**Work required**
Could you print all of the data below again, exactly?

***

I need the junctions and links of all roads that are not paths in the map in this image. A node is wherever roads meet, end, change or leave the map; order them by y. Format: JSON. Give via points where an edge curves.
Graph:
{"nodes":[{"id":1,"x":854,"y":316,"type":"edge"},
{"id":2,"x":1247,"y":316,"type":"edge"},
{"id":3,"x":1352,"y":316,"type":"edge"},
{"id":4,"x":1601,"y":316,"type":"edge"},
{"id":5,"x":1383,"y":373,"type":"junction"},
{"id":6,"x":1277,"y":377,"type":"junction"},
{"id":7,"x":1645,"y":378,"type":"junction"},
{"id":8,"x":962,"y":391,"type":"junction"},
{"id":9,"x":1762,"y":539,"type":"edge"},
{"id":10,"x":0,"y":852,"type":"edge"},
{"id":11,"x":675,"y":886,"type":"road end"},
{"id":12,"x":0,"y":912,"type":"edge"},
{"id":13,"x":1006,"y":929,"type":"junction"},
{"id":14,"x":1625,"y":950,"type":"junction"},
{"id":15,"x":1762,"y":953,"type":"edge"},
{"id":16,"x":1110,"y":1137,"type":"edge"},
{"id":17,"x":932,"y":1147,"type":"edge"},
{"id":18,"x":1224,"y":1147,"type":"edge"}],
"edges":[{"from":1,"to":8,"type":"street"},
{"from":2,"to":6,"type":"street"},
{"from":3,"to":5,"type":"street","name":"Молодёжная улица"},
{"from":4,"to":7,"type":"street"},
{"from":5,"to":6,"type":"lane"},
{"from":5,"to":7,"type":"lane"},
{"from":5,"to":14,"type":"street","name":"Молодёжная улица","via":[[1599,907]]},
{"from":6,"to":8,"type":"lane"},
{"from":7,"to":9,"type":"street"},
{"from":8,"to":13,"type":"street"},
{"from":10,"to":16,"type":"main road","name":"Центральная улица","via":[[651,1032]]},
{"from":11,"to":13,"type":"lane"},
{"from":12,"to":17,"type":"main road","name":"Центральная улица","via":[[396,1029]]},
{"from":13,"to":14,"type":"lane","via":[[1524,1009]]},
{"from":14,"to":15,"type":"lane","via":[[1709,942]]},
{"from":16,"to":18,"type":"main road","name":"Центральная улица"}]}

***

**Response for this exercise**
I need the junctions and links of all roads that are not paths in the map in this image. A node is wherever roads meet, end, change or leave the map; order them by y. Format: JSON. Give via points where an edge curves.
Graph:
{"nodes":[{"id":1,"x":854,"y":316,"type":"edge"},
{"id":2,"x":1247,"y":316,"type":"edge"},
{"id":3,"x":1352,"y":316,"type":"edge"},
{"id":4,"x":1601,"y":316,"type":"edge"},
{"id":5,"x":1383,"y":373,"type":"junction"},
{"id":6,"x":1277,"y":377,"type":"junction"},
{"id":7,"x":1645,"y":378,"type":"junction"},
{"id":8,"x":962,"y":391,"type":"junction"},
{"id":9,"x":1762,"y":539,"type":"edge"},
{"id":10,"x":0,"y":852,"type":"edge"},
{"id":11,"x":675,"y":886,"type":"road end"},
{"id":12,"x":0,"y":912,"type":"edge"},
{"id":13,"x":1006,"y":929,"type":"junction"},
{"id":14,"x":1625,"y":950,"type":"junction"},
{"id":15,"x":1762,"y":953,"type":"edge"},
{"id":16,"x":1110,"y":1137,"type":"edge"},
{"id":17,"x":932,"y":1147,"type":"edge"},
{"id":18,"x":1224,"y":1147,"type":"edge"}],
"edges":[{"from":1,"to":8,"type":"street"},
{"from":2,"to":6,"type":"street"},
{"from":3,"to":5,"type":"street","name":"Молодёжная улица"},
{"from":4,"to":7,"type":"street"},
{"from":5,"to":6,"type":"lane"},
{"from":5,"to":7,"type":"lane"},
{"from":5,"to":14,"type":"street","name":"Молодёжная улица","via":[[1599,907]]},
{"from":6,"to":8,"type":"lane"},
{"from":7,"to":9,"type":"street"},
{"from":8,"to":13,"type":"street"},
{"from":10,"to":16,"type":"main road","name":"Центральная улица","via":[[651,1032]]},
{"from":11,"to":13,"type":"lane"},
{"from":12,"to":17,"type":"main road","name":"Центральная улица","via":[[396,1029]]},
{"from":13,"to":14,"type":"lane","via":[[1524,1009]]},
{"from":14,"to":15,"type":"lane","via":[[1709,942]]},
{"from":16,"to":18,"type":"main road","name":"Центральная улица"}]}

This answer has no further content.